Inaccurate MAR Documentation for Medications After Resident Transfer
Penalty
Summary
The deficiency involves the facility’s failure to maintain an accurate medical record regarding medication administration for a resident with severe cognitive impairment and multiple diagnoses, including acute respiratory failure with hypoxia, hypertension, and bipolar disorder. The resident was admitted in late September and discharged in early March. On the day of discharge, nursing documentation shows that the resident was transferred to a local hospital in the mid-afternoon due to behavioral symptoms, with a discharge note at 3:33 PM and a nursing progress note at 3:38 PM confirming that EMTs responded to a 911 call, the resident’s guardian consented to transfer, and the physician and DON were notified. The resident was transported to the hospital via stretcher and was no longer in the facility after that time.

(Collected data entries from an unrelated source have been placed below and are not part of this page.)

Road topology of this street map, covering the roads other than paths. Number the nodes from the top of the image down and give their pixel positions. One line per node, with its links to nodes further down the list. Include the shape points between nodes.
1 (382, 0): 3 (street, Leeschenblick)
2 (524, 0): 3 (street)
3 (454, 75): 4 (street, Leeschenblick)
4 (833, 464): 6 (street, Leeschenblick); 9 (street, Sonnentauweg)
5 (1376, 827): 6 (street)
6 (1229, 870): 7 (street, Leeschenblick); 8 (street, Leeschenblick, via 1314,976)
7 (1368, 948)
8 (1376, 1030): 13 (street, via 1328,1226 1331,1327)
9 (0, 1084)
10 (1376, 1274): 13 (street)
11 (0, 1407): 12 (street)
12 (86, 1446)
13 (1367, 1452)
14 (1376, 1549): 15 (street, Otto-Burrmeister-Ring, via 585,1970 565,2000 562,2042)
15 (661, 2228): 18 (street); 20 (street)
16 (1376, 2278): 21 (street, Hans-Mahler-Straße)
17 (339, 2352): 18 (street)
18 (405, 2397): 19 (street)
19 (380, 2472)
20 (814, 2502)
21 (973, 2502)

Despite the resident’s transfer out of the building that afternoon, the March Medication Administration Record (MAR) documented that bedtime doses of magnesium oxide 400 mg BID for hypomagnesemia, metoprolol tartrate 100 mg BID for tachycardia, and Seroquel 25 mg BID for bipolar disorder were administered by an LPN at bedtime that same day. The LPN assigned to the second shift stated that bedtime medications were to be given at 9 PM, with a one-hour window before or after, but could not recall whether the resident was in the building around that time. The DON confirmed that the facility’s bedtime medication administration window was between 7 PM and 10 PM and, upon reviewing the MAR and progress notes, questioned how the medications could have been administered when the resident had already been transferred to the hospital, indicating that someone documented administration of medications after the resident had been discharged from the facility.